The past two years have seen almost constant change in Google’s algorithm. They just changed it again. This change is very welcome. Google’s core algorithm is a never-ending process. As soon as it has finished calculating the rankings of all the Web pages in the world it starts all over again. After the algorithm has given every page a ranking, Google then applies “filters,” which adjust the rankings of every page either up or down. The two important filters that command everyone’s attention are Panda and Penguin. Penguin judges pages for the quality of the links that point to it and Panda judges the quality of a page’s content. There have been big movements on Panda over the past week, and you may find that the rankings of your law firm’s website pages have suddenly adjusted.

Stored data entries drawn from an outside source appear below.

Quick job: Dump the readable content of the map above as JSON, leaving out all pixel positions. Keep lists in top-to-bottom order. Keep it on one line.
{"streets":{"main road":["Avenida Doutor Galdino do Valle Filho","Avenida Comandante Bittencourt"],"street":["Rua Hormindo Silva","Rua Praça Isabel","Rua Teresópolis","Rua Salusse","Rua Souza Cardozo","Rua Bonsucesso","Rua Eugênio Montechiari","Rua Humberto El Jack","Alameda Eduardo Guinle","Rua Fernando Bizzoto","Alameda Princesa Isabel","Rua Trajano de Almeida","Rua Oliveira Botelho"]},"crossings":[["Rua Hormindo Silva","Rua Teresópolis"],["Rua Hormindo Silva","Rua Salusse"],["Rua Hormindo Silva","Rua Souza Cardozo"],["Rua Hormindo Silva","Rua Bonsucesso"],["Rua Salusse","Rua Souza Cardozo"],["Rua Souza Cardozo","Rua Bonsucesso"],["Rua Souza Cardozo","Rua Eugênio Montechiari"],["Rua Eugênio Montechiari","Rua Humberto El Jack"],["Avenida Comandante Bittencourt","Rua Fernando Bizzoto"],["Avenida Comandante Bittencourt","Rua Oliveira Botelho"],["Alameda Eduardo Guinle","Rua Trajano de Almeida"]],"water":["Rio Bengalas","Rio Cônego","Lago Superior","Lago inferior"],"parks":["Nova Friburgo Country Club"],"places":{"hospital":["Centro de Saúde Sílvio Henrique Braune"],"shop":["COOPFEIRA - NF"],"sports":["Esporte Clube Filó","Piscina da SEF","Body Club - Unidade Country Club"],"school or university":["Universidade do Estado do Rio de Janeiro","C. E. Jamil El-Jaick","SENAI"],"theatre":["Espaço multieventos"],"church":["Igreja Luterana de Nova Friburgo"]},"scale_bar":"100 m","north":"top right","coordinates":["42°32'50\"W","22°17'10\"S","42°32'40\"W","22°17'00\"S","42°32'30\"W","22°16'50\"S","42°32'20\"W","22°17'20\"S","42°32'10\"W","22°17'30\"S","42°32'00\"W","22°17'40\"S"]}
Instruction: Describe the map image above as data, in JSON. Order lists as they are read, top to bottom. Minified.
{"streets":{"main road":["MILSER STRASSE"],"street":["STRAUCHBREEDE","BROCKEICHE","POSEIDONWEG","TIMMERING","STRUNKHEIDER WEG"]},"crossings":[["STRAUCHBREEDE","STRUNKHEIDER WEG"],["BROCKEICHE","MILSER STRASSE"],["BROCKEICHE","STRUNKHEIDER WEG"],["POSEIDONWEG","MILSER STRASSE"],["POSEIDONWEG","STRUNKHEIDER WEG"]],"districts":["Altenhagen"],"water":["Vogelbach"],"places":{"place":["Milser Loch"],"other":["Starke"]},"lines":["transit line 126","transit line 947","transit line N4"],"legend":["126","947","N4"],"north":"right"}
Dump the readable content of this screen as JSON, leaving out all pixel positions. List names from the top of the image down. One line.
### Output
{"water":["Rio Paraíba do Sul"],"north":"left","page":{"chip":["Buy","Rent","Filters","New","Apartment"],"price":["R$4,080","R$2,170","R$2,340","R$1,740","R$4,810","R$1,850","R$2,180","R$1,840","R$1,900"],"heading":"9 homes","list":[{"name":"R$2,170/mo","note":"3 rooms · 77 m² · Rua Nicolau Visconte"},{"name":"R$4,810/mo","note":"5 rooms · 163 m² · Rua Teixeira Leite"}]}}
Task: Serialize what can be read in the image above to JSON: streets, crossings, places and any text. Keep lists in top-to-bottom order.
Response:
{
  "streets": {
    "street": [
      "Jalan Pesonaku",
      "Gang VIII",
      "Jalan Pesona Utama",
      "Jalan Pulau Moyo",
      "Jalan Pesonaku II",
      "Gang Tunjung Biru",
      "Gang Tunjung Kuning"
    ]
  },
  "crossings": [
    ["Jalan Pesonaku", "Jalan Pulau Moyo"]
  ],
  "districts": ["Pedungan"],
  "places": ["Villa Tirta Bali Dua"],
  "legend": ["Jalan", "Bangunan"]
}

Search Engine Journal and Search Engine Land spotted these moves. Search Engine Roundtable gives us the techie angle on the changes and Moz Blog has a nice trick you can use to manipulate rankings if you have a large law firm.
Here is the top story about recent changes in rankings. If you noticed the rankings of your law firm’s site judder over the last week, don’t worry – everyone went through it. As ever, Google didn’t give any warnings that it had changed its core algorithm, but the rankings of so many pages changed that it raised a lot of chatter on the Webmaster message boards. This recalculation was not just a regular rerun of the algorithm because a lot of rankings shuffled significantly. This leads the experts to surmise that Google has changed its algorithm. This topic makes everyone jumpy because we were all holding our breath for a run of the rarely applied Penguin filter. It wasn’t Penguin.
A week after the article above, this notification was put out by Search Engine Roundtable. The search engine seems to have been experimenting with its core algorithm over the week because everyone’s rankings have been up and down like a yoyo. Did your law firm’s pages bounce around Google’s results pages? Note a second confirmation from the high Gods of Google that this was not a Penguin visitation.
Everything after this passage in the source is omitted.